▸ Exercise instructions:
Please write out every entry below, word for word.

▸ Data shown:
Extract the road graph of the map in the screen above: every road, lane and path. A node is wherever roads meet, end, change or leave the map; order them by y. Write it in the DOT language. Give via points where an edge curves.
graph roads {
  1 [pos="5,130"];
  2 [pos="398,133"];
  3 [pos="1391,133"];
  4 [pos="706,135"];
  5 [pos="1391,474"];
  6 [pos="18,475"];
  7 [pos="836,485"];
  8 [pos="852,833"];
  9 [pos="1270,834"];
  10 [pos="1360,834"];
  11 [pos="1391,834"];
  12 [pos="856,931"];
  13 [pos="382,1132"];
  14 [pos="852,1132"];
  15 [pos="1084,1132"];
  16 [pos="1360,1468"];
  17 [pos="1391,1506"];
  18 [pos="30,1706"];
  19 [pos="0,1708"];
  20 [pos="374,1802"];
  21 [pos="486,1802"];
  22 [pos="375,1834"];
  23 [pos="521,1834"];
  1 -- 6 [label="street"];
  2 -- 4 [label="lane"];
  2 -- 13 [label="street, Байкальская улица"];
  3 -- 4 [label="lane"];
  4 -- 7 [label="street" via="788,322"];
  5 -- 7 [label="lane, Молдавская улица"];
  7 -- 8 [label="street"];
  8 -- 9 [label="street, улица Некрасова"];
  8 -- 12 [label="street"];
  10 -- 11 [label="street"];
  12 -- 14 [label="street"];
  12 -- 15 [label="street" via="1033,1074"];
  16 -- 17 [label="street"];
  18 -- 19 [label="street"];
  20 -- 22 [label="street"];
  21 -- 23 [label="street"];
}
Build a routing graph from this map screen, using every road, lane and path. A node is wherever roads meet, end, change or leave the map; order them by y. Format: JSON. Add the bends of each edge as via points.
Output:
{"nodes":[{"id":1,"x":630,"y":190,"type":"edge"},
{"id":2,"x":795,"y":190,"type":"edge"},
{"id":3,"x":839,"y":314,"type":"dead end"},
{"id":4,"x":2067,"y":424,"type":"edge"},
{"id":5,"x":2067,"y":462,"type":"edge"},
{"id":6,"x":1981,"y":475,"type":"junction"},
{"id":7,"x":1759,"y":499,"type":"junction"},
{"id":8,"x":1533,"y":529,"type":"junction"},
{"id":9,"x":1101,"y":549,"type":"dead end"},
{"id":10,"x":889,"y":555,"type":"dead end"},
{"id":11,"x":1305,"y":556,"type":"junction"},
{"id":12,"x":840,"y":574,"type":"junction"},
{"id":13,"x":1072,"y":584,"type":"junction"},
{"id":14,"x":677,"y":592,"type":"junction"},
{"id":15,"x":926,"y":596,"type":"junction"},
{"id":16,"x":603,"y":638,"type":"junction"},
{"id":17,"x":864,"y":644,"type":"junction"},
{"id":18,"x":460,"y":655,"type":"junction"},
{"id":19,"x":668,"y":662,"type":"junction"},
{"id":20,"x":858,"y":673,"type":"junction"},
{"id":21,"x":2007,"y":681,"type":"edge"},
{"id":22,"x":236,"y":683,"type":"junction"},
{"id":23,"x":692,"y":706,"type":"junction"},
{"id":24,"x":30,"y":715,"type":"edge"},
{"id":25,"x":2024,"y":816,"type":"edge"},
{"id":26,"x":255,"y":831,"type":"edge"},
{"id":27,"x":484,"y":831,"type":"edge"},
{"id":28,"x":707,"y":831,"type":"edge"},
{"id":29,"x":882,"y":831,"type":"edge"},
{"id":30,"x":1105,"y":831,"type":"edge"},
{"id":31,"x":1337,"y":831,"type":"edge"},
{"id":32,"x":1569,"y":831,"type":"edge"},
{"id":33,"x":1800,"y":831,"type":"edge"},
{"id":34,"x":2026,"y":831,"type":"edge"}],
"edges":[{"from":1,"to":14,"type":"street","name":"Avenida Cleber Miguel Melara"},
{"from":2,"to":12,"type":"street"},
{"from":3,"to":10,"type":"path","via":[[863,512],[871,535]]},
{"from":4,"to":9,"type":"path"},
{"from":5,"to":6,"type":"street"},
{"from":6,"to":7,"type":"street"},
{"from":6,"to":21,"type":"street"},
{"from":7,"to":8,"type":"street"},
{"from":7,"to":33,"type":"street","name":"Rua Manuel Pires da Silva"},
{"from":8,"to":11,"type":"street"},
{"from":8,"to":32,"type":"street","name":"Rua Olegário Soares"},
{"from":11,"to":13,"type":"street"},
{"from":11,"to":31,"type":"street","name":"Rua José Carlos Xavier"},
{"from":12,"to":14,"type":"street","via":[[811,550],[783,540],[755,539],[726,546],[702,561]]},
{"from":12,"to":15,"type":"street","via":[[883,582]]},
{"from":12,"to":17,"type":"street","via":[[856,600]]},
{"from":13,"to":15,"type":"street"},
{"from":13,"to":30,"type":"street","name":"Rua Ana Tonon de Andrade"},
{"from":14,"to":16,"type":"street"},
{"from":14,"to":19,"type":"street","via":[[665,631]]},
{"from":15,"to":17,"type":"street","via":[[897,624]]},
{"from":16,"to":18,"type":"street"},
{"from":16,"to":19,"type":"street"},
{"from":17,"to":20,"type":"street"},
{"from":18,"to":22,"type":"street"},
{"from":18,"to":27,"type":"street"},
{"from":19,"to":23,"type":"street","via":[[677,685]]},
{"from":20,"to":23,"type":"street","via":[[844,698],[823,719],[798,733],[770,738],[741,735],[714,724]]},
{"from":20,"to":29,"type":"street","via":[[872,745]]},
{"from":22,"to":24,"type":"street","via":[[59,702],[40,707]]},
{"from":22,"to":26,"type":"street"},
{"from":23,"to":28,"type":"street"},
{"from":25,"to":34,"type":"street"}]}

▸ Task response:
Extract the road graph of the map in the screen above: every road, lane and path. A node is wherever roads meet, end, change or leave the map; order them by y. Write it in the DOT language. Give via points where an edge curves.
graph roads {
  1 [pos="5,130"];
  2 [pos="398,133"];
  3 [pos="1391,133"];
  4 [pos="706,135"];
  5 [pos="1391,474"];
  6 [pos="18,475"];
  7 [pos="836,485"];
  8 [pos="852,833"];
  9 [pos="1270,834"];
  10 [pos="1360,834"];
  11 [pos="1391,834"];
  12 [pos="856,931"];
  13 [pos="382,1132"];
  14 [pos="852,1132"];
  15 [pos="1084,1132"];
  16 [pos="1360,1468"];
  17 [pos="1391,1506"];
  18 [pos="30,1706"];
  19 [pos="0,1708"];
  20 [pos="374,1802"];
  21 [pos="486,1802"];
  22 [pos="375,1834"];
  23 [pos="521,1834"];
  1 -- 6 [label="street"];
  2 -- 4 [label="lane"];
  2 -- 13 [label="street, Байкальская улица"];
  3 -- 4 [label="lane"];
  4 -- 7 [label="street" via="788,322"];
  5 -- 7 [label="lane, Молдавская улица"];
  7 -- 8 [label="street"];
  8 -- 9 [label="street, улица Некрасова"];
  8 -- 12 [label="street"];
  10 -- 11 [label="street"];
  12 -- 14 [label="street"];
  12 -- 15 [label="street" via="1033,1074"];
  16 -- 17 [label="street"];
  18 -- 19 [label="street"];
  20 -- 22 [label="street"];
  21 -- 23 [label="street"];
}
Build a routing graph from this map screen, using every road, lane and path. A node is wherever roads meet, end, change or leave the map; order them by y. Format: JSON. Add the bends of each edge as via points.
Output:
{"nodes":[{"id":1,"x":630,"y":190,"type":"edge"},
{"id":2,"x":795,"y":190,"type":"edge"},
{"id":3,"x":839,"y":314,"type":"dead end"},
{"id":4,"x":2067,"y":424,"type":"edge"},
{"id":5,"x":2067,"y":462,"type":"edge"},
{"id":6,"x":1981,"y":475,"type":"junction"},
{"id":7,"x":1759,"y":499,"type":"junction"},
{"id":8,"x":1533,"y":529,"type":"junction"},
{"id":9,"x":1101,"y":549,"type":"dead end"},
{"id":10,"x":889,"y":555,"type":"dead end"},
{"id":11,"x":1305,"y":556,"type":"junction"},
{"id":12,"x":840,"y":574,"type":"junction"},
{"id":13,"x":1072,"y":584,"type":"junction"},
{"id":14,"x":677,"y":592,"type":"junction"},
{"id":15,"x":926,"y":596,"type":"junction"},
{"id":16,"x":603,"y":638,"type":"junction"},
{"id":17,"x":864,"y":644,"type":"junction"},
{"id":18,"x":460,"y":655,"type":"junction"},
{"id":19,"x":668,"y":662,"type":"junction"},
{"id":20,"x":858,"y":673,"type":"junction"},
{"id":21,"x":2007,"y":681,"type":"edge"},
{"id":22,"x":236,"y":683,"type":"junction"},
{"id":23,"x":692,"y":706,"type":"junction"},
{"id":24,"x":30,"y":715,"type":"edge"},
{"id":25,"x":2024,"y":816,"type":"edge"},
{"id":26,"x":255,"y":831,"type":"edge"},
{"id":27,"x":484,"y":831,"type":"edge"},
{"id":28,"x":707,"y":831,"type":"edge"},
{"id":29,"x":882,"y":831,"type":"edge"},
{"id":30,"x":1105,"y":831,"type":"edge"},
{"id":31,"x":1337,"y":831,"type":"edge"},
{"id":32,"x":1569,"y":831,"type":"edge"},
{"id":33,"x":1800,"y":831,"type":"edge"},
{"id":34,"x":2026,"y":831,"type":"edge"}],
"edges":[{"from":1,"to":14,"type":"street","name":"Avenida Cleber Miguel Melara"},
{"from":2,"to":12,"type":"street"},
{"from":3,"to":10,"type":"path","via":[[863,512],[871,535]]},
{"from":4,"to":9,"type":"path"},
{"from":5,"to":6,"type":"street"},
{"from":6,"to":7,"type":"street"},
{"from":6,"to":21,"type":"street"},
{"from":7,"to":8,"type":"street"},
{"from":7,"to":33,"type":"street","name":"Rua Manuel Pires da Silva"},
{"from":8,"to":11,"type":"street"},
{"from":8,"to":32,"type":"street","name":"Rua Olegário Soares"},
{"from":11,"to":13,"type":"street"},
{"from":11,"to":31,"type":"street","name":"Rua José Carlos Xavier"},
{"from":12,"to":14,"type":"street","via":[[811,550],[783,540],[755,539],[726,546],[702,561]]},
{"from":12,"to":15,"type":"street","via":[[883,582]]},
{"from":12,"to":17,"type":"street","via":[[856,600]]},
{"from":13,"to":15,"type":"street"},
{"from":13,"to":30,"type":"street","name":"Rua Ana Tonon de Andrade"},
{"from":14,"to":16,"type":"street"},
{"from":14,"to":19,"type":"street","via":[[665,631]]},
{"from":15,"to":17,"type":"street","via":[[897,624]]},
{"from":16,"to":18,"type":"street"},
{"from":16,"to":19,"type":"street"},
{"from":17,"to":20,"type":"street"},
{"from":18,"to":22,"type":"street"},
{"from":18,"to":27,"type":"street"},
{"from":19,"to":23,"type":"street","via":[[677,685]]},
{"from":20,"to":23,"type":"street","via":[[844,698],[823,719],[798,733],[770,738],[741,735],[714,724]]},
{"from":20,"to":29,"type":"street","via":[[872,745]]},
{"from":22,"to":24,"type":"street","via":[[59,702],[40,707]]},
{"from":22,"to":26,"type":"street"},
{"from":23,"to":28,"type":"street"},
{"from":25,"to":34,"type":"street"}]}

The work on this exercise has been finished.